The Books of My Numberless Dreams

Star Wars as science fiction?

Posted on: March 19, 2008

(Yes, I know, countless geeks online have had this discussion ad finitum.)

Astonishingly, I think I may become one of those SF readers who hold to the view that one can’t simply plop a space ship into your novel and automatically ascend into the ranks. Take Star Wars, for instance. I know that genre fans place it in the SF romance pile but as Robert C. Wilson has led me to a new fascination I can’t afford, the Lucas films look nothing so much as a mishmash of Lord of the Rings and Camelot. It occurs in space and they get to fly around in beat up space ships and zing around fancy swords but does the technology impact their understanding of themselves, their philosophies, anything? Do we even have to know how any of it works beyond plot utility? The asthmatic whats-his-face’s Deathstar may as well be the ring of doom, except with less flexibility because a gun is a gun is a gun.
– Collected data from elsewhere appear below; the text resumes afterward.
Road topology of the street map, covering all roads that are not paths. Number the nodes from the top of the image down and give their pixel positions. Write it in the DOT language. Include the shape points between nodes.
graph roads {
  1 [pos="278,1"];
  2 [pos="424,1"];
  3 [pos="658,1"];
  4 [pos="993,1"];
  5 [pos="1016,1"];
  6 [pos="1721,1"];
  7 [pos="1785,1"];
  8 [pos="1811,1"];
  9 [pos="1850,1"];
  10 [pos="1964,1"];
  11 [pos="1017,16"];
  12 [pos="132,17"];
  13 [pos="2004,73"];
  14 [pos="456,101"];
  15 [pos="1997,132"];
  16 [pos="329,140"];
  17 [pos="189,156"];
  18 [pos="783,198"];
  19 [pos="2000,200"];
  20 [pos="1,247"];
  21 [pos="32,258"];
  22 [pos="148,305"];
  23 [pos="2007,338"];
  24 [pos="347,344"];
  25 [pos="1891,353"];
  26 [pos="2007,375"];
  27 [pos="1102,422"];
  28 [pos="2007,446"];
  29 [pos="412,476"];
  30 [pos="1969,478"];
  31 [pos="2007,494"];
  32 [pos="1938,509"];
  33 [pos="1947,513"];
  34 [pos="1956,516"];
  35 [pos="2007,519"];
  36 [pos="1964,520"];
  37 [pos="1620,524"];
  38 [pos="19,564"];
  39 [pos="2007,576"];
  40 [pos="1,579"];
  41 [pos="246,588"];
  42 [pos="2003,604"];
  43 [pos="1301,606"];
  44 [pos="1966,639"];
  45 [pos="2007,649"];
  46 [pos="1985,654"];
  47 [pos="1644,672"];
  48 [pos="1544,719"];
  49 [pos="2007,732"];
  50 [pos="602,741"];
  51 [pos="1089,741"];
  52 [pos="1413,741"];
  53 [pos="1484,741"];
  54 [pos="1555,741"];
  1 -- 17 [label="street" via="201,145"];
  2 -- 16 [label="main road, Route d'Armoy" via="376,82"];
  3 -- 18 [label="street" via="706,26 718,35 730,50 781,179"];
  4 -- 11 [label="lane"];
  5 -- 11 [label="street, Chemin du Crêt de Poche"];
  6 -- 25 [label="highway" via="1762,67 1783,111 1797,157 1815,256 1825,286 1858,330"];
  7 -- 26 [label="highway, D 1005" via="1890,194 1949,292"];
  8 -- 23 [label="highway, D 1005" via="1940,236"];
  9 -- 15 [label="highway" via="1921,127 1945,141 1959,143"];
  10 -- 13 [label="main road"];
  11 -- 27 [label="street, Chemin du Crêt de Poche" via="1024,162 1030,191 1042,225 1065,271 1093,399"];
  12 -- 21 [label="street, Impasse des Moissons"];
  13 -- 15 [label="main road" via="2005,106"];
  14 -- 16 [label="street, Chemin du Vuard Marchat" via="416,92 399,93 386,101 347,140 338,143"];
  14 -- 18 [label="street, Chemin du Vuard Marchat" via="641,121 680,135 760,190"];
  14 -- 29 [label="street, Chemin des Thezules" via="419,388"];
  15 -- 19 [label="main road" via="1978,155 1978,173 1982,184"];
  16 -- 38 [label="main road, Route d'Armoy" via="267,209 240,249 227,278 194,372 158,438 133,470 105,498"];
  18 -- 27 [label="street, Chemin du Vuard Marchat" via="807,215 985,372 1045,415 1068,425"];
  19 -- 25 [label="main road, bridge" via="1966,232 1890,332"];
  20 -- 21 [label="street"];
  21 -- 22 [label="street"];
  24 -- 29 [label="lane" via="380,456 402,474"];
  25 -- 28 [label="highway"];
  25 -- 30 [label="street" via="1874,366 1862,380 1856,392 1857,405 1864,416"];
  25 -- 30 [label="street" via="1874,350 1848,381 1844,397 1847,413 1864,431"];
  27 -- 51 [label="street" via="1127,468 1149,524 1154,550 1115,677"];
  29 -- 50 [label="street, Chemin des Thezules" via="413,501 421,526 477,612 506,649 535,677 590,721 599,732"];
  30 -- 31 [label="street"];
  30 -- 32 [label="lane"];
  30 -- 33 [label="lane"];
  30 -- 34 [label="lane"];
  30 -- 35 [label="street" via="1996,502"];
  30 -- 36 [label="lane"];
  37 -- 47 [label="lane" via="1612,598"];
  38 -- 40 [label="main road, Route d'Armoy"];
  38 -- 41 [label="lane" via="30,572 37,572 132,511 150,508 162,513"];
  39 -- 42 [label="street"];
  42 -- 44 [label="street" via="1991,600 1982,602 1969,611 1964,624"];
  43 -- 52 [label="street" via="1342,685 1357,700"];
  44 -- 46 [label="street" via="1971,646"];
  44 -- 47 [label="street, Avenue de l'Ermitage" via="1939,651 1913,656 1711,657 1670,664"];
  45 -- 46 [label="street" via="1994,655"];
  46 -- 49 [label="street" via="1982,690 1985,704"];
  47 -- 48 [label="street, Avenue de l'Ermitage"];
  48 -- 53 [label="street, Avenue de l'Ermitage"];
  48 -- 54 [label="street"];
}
This is unfair to Star Wars because the sequels aspired to be nothing more than great B movie shlock but films are what make up the bulk of my SF experience so far. I also blame SF fans who have hollered long and hard for the genre’s distinct identity separate from (and superior to) fantasy. If I read a SF work and don’t find my mind operating in a notably different way I tend to lose interest; while I hold an innate interest in elves, gods and sea monsters, well-lit flying saucers and oogy green men don’t hold a similar basic appeal.
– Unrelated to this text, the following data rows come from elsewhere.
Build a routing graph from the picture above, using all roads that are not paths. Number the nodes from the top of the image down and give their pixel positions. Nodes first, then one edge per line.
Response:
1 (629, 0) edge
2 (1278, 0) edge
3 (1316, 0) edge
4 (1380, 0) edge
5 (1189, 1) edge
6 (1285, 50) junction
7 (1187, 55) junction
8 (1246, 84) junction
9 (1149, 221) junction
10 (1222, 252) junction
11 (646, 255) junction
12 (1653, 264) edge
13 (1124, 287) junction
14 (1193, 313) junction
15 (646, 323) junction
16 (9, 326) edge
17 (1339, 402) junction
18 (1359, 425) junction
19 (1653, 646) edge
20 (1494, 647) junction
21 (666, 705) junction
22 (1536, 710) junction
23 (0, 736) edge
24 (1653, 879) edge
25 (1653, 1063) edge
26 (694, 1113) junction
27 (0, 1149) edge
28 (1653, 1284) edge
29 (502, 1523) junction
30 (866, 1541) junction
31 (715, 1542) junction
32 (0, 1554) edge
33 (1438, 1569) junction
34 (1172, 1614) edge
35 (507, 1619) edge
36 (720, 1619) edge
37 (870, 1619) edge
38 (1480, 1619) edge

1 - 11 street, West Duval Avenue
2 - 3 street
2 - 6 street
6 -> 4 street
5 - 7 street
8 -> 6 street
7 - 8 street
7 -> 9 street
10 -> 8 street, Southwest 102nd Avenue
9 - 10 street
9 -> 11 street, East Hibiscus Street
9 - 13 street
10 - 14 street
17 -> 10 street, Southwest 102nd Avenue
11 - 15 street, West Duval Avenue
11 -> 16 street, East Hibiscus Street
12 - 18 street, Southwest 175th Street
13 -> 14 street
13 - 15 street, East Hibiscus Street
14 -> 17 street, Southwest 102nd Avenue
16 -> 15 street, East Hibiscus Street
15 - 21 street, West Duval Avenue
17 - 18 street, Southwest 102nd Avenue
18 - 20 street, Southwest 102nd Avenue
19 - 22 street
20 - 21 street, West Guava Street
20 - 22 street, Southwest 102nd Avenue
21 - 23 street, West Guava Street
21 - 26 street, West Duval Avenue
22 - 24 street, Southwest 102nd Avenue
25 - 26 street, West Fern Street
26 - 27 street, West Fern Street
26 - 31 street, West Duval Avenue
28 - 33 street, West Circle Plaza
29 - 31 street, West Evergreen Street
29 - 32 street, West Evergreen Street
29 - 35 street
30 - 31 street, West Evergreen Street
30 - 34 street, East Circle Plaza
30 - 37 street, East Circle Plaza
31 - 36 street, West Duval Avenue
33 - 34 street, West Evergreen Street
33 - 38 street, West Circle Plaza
By the by have you read any Georges Simenon? He wrote some weird little thinkers (or roman durs as he preferred to call them). Norman Rush, in the introduction to Tropic Moon, rightfully brought up Graham Greene’s work and his attitude towards it, but after I finished the very short novel (133 pages) my thoughts fell on Joseph Conrad. If I can allow Simenon the legitimate investigation in colonization’s effects on the colonizer with less focus on the colonized why can’t I do the same for Conrad? Maybe if his book had a better title; I’m so over the “Dark Continent” bullshit.

Which reminds me of a little rant I’m brewing about the Virginia Quarterly Review and the angle they choose to pursue when covering different peoples. I must get over my ire about the cover choices first and, you know, read the content before I can make any substantial complaints. But perhaps you can see the difficulty. I don’t need to tell you which ones are the African issues. We all know (sub-Saharan, because who needs those random countries up top there…somewhere? Are we even considering them a part of the continent anymore?) Africa = misery. As if it has any art and culture to put on the cover. (Or to put within its pages judging by the need to get Art Spiegelman, as an example, for certain issues and not for others.)

Sure, we've got problems, but there's more to us than that -- who knew?

Oi! We're dying! Let's have a lot of foreigners telling us what's wrong! We don't have enough artists to help fill a whole issue! If only we were somehow physically linked to *North* America...


17 Responses to "Star Wars as science fiction?"

I crawl out of my cave to say simply, “Amen.”

We’ve only failed to cover the art and culture of Africa if one ignores all of the articles that we’ve written about the art and culture of Africa. So yeah, reading it would be a good start. 🙂 About once every six months, somebody gets all fired up about how we pigeonhole ethnic groups and entire continents, sending a bunch of white Americans to [insert far-flung country here] and saying how pathetic they are. Usually I have to gently suggest that they note the author’s name and country of origin, and perhaps read a few lines of the article in question. With 100% effectiveness, that’s the end of things, generally punctuated by a sheepish apology.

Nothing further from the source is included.